Iota, this Created on Friday At sea, it was centered about 495 miles east-southeast of the Nicaragua-Honduras border in the Caribbean, with winds of up to 40 mph at 10 a.m. ET until Saturday morning, according to the U.S. National Hurricane Center. It is forecast to strengthen rapidly over the next 24 hours.

Ioda is expected to continue westward and cause a landslide somewhere in Central America, which will be near the Honduras-Nicaraguan border Monday afternoon or early Tuesday, CNN meteorologist Tyler Maldin said.

According to the NHC, the storm is forecast to be at or near the size of a major hurricane before it causes landslides across Central America. A major hurricane is a hurricane with winds of at least 111 mph.

Areas of Nicaragua and Honduras are likely to receive 2 to 3 feet of rain with life-threatening storms.

The NHC said it would receive 8 to 16 inches of rain in Honduras, northern Nicaragua, eastern Guatemala and southern Belize until Thursday – unpleasant news for a region hit by Hurricane Eta last week.

The NHC has forecast 4 to 8 inches of rain in Costa Rica, Panama and northern Colombia until Thursday, while El Salvador and southern Nicaragua will receive 2 to 4 inches.

The Colombian government on Saturday issued a tropical storm warning for the islands of San Andres and Providence.

“This rainfall (from Iota) will lead to significant, life-threatening flash floods and river flooding, and landslides in high-lying areas,” the NHC said.

This year’s 30th named Iota storm in the Atlantic – The As always For the Atlantic hurricane season.

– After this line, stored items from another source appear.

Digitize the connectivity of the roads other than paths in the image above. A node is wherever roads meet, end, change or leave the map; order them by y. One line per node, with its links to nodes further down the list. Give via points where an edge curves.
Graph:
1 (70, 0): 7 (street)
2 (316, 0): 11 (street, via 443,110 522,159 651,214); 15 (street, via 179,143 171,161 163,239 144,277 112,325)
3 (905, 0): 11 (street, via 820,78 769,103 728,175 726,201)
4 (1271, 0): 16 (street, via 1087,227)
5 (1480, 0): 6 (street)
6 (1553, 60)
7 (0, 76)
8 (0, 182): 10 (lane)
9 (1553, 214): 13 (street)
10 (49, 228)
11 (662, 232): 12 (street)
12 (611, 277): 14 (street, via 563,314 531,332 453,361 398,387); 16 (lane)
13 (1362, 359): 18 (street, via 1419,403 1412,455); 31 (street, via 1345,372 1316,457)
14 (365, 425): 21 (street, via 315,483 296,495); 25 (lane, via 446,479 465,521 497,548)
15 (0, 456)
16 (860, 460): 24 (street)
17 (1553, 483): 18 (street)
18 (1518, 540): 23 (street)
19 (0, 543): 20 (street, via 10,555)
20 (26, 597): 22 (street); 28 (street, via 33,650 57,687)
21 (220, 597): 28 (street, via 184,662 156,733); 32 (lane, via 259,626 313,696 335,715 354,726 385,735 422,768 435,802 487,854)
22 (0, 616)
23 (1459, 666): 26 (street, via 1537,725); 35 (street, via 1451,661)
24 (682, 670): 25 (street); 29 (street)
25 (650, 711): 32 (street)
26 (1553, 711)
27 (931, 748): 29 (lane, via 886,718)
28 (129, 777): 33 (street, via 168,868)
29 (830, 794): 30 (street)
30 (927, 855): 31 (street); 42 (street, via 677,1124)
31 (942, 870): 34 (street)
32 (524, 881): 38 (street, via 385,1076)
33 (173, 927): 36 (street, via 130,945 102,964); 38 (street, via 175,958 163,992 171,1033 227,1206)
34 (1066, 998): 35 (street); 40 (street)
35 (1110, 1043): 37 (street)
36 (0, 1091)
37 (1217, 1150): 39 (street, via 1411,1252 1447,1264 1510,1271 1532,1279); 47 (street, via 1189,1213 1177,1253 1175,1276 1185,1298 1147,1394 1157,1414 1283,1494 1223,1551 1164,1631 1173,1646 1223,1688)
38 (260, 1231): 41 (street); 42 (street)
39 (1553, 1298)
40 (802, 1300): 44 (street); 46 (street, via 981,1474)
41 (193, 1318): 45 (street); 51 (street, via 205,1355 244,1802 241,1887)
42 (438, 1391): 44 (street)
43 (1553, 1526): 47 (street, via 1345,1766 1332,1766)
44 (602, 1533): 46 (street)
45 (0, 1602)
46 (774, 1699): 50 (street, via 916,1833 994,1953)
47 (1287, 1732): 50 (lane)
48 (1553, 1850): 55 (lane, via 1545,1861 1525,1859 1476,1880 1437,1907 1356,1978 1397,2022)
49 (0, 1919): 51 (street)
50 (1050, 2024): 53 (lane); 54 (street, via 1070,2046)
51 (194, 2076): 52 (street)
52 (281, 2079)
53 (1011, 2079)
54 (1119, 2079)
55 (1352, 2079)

Central America was devastated by Hurricane Etta

Typhoon Etta made landfall in northern Nicaragua on November 3, hitting the country and Honduras, Guatemala and Belize for several days. This caused landslides and severe flooding, and further evacuation Number of dead or missing.
In Central America, a catastrophic storm and an uncertain future
The full extent of the damage from Etta will not be known for a while. But a powerful storm International spread of corona virus, May remember One of the worst natural disasters To attack the region.
More than 3.6 million people across Central America have been affected by the storm on various levels, according to the Red Cross Said earlier this week.

Prior to the storm, Nicaragua, Honduras and Guatemala had the worst public health systems to fight Covit-19.

With thousands of shelters, and social distances making it difficult to do so, many fear the disease could spread. Hospitals there now Face the burden Resistance to storm and flood related diseases ranging from dengue to cholera to yellow fever.

CNN’s Ray Sanchez, Matt Rivers, Natalie Callen and Taylor Ward contributed to the report.